**DATA TO USE**:

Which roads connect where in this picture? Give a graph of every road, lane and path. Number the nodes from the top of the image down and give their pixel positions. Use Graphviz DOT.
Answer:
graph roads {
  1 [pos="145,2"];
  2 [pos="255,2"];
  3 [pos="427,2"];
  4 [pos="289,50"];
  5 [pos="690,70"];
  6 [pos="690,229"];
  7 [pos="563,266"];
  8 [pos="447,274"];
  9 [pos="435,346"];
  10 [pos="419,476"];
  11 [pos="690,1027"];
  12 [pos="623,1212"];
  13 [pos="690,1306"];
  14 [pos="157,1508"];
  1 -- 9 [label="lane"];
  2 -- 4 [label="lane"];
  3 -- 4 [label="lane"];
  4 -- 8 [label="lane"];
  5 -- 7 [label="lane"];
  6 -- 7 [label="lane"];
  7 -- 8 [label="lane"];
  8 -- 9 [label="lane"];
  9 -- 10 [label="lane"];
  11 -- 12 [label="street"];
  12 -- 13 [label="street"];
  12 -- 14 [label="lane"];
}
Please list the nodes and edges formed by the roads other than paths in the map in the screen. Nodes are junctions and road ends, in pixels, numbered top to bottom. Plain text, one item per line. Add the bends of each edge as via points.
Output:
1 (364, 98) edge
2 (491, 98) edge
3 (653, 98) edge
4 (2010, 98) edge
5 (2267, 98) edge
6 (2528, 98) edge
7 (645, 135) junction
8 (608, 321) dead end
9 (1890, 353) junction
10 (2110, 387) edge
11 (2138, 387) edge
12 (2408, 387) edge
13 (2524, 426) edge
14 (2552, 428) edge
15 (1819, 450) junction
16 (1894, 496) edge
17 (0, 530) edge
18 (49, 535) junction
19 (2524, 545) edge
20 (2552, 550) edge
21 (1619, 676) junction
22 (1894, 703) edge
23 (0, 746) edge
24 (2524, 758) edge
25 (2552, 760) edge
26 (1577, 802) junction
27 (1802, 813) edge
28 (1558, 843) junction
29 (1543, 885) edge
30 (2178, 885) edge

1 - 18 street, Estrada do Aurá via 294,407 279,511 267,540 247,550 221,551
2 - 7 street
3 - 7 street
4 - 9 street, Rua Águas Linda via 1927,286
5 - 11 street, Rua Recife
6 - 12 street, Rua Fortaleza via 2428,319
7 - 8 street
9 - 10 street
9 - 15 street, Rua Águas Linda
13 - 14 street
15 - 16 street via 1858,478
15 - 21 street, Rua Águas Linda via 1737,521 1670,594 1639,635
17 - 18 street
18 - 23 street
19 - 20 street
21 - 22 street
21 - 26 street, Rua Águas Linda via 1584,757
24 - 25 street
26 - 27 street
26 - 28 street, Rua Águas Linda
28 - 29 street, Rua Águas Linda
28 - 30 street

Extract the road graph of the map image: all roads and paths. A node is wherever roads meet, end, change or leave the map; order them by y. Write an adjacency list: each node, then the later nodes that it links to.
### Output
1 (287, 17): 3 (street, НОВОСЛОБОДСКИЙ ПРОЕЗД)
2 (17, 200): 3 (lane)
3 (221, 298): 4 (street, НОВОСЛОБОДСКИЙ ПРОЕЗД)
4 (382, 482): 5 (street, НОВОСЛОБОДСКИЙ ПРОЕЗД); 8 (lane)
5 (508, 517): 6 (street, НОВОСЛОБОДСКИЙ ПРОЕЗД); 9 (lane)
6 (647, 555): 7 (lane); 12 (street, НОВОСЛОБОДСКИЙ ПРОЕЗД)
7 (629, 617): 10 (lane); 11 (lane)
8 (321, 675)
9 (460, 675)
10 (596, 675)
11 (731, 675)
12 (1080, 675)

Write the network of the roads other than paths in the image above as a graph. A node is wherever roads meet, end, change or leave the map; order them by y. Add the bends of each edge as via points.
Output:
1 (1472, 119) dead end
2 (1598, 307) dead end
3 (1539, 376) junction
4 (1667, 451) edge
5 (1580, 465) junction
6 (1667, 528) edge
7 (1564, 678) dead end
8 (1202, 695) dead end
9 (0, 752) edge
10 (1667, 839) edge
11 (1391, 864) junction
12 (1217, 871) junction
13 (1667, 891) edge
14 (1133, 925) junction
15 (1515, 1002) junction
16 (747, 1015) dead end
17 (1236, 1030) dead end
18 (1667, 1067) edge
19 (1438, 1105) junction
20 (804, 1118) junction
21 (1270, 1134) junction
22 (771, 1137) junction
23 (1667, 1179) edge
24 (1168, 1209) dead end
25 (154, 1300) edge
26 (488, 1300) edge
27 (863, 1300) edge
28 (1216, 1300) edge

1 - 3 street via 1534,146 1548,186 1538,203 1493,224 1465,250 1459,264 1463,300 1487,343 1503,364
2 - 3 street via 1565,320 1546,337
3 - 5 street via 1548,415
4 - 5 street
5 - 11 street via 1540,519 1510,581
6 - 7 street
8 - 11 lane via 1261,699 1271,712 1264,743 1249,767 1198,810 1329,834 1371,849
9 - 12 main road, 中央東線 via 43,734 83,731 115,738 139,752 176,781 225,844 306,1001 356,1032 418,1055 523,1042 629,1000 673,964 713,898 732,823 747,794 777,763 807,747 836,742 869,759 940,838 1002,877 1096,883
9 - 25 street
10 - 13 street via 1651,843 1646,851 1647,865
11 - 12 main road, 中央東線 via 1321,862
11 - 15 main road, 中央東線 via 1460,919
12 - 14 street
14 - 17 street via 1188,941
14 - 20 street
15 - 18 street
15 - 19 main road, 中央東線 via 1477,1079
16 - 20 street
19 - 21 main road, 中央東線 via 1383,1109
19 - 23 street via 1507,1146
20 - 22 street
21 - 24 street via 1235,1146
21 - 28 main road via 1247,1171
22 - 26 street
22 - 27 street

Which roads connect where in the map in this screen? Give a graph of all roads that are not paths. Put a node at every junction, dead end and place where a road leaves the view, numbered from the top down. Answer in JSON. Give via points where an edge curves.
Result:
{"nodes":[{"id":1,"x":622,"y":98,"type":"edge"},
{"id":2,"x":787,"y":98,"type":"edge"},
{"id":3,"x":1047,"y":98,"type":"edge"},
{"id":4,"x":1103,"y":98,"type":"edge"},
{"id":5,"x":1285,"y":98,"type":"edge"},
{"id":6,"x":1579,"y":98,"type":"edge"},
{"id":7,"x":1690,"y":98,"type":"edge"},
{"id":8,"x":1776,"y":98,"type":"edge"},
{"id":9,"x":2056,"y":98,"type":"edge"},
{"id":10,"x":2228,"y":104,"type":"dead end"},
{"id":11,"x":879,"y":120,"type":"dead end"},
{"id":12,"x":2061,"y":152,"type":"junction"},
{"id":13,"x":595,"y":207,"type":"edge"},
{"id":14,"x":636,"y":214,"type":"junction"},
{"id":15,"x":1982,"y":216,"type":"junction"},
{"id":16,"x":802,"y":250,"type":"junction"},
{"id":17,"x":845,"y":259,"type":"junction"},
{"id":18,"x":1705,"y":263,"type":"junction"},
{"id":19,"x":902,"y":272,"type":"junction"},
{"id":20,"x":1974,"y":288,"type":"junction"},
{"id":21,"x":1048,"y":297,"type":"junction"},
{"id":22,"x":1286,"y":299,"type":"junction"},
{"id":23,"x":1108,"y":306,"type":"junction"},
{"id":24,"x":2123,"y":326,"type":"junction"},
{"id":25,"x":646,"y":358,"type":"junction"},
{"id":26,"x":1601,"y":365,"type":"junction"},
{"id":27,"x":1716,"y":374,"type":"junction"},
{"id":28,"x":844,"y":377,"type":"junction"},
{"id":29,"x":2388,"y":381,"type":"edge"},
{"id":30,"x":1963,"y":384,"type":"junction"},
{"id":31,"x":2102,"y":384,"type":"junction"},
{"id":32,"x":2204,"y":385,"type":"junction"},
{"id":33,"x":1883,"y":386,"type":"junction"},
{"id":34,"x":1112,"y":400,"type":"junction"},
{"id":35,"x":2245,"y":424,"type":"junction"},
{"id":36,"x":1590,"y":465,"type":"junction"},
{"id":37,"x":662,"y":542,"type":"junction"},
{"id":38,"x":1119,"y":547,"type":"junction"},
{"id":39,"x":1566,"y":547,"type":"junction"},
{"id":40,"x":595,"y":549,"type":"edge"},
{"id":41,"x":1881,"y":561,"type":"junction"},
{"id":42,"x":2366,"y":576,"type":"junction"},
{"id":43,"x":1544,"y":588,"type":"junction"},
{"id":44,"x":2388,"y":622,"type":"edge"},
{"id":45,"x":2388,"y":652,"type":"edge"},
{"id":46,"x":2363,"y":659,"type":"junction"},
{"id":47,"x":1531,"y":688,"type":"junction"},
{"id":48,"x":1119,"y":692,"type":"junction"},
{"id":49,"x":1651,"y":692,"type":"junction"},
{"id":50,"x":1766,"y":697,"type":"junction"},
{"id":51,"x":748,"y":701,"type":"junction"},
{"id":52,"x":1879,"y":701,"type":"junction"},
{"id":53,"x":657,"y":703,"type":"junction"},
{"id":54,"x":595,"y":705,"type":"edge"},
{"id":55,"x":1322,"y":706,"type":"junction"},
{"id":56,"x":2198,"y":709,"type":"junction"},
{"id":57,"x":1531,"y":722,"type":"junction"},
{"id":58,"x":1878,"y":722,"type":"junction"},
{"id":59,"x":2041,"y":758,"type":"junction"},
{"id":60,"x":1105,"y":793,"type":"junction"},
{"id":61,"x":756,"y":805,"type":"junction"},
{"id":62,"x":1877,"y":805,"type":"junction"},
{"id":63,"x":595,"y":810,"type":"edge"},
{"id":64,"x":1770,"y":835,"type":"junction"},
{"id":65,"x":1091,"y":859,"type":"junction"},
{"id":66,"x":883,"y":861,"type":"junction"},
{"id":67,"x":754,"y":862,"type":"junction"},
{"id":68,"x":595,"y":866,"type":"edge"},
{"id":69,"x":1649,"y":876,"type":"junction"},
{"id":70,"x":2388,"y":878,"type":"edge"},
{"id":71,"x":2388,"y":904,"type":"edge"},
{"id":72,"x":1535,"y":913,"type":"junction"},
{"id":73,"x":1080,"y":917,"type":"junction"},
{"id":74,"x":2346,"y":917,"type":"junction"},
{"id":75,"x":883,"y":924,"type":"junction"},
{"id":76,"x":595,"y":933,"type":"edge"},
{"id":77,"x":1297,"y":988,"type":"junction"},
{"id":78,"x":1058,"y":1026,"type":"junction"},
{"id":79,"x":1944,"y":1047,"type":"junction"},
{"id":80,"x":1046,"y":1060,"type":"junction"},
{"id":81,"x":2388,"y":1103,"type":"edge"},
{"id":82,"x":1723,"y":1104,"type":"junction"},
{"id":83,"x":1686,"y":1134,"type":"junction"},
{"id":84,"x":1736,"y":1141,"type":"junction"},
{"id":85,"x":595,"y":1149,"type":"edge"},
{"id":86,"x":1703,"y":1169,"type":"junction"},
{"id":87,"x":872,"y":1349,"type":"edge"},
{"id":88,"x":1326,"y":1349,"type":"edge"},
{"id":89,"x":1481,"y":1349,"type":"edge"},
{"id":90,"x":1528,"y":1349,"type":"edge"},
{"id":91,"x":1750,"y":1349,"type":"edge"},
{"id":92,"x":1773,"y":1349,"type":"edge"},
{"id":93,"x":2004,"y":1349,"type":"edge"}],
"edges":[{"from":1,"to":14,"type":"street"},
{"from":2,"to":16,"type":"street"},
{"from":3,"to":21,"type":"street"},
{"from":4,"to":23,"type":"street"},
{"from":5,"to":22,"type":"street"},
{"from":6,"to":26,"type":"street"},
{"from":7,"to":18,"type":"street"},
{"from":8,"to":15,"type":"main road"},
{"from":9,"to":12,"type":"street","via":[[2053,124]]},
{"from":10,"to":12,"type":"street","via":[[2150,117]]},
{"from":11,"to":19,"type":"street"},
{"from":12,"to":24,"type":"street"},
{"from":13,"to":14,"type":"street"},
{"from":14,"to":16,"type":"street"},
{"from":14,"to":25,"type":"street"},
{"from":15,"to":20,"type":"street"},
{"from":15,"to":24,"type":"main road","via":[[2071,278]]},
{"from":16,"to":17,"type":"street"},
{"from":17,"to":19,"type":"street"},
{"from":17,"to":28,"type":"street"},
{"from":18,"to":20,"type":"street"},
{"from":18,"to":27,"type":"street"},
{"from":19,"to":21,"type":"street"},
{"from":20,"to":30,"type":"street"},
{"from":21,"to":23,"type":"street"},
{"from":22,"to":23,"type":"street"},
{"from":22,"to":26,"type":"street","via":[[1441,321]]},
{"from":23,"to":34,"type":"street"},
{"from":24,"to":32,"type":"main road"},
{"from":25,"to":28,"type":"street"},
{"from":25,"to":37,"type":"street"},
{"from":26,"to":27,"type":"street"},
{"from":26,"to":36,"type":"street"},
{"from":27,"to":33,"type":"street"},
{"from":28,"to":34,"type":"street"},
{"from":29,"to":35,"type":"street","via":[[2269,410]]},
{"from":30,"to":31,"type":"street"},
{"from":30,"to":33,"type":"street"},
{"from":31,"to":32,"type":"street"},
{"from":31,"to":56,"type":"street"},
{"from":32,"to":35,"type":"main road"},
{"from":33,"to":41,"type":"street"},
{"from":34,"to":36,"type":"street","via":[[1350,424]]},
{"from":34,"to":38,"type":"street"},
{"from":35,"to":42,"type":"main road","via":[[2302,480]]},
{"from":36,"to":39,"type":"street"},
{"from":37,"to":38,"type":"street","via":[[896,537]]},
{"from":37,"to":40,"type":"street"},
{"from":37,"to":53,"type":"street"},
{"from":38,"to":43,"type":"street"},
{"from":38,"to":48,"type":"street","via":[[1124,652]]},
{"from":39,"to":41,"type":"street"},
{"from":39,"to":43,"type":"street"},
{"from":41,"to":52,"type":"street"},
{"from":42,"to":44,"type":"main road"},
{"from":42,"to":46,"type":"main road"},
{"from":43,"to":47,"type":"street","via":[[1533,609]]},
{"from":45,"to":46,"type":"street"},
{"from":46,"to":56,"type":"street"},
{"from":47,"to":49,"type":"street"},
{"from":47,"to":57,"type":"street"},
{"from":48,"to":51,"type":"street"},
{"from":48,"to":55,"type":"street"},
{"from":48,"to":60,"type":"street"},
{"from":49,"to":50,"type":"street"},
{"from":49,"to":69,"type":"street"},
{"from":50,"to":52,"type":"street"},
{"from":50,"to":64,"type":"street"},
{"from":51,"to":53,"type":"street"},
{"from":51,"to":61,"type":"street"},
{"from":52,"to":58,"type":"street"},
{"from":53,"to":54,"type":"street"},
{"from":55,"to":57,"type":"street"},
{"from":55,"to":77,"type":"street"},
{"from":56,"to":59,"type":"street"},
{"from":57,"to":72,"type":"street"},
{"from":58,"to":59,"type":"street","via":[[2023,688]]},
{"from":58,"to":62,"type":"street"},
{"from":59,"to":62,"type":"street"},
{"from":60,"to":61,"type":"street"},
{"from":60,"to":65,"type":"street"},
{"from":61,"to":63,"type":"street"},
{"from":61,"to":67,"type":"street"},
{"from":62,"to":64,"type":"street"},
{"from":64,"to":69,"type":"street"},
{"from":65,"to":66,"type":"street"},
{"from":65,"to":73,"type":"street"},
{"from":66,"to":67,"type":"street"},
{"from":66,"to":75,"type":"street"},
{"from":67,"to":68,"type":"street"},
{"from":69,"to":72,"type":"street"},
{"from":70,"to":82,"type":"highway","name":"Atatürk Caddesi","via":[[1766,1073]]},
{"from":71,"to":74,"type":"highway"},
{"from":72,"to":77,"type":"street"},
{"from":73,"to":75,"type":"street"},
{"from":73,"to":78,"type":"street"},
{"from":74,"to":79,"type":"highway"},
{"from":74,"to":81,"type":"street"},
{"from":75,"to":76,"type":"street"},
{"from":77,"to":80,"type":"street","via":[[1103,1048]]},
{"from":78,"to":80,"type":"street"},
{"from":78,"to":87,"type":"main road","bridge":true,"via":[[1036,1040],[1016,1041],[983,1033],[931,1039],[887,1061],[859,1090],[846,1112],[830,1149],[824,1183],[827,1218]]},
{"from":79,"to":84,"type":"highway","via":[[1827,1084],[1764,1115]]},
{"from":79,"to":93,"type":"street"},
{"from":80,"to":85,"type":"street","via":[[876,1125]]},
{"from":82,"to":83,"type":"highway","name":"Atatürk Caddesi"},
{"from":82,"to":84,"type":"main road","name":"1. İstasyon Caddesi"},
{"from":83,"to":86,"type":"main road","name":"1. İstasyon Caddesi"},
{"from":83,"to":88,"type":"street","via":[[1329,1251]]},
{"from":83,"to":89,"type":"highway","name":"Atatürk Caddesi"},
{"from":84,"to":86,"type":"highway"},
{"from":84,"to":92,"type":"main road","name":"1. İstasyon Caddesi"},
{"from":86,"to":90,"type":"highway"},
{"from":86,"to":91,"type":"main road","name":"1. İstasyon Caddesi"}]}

**AIM OF THE EXERCISE**:
From the data above, count the lines where "ПРОЕЗД" occurs and give that figure and nothing else.

**RESPONSE**:
5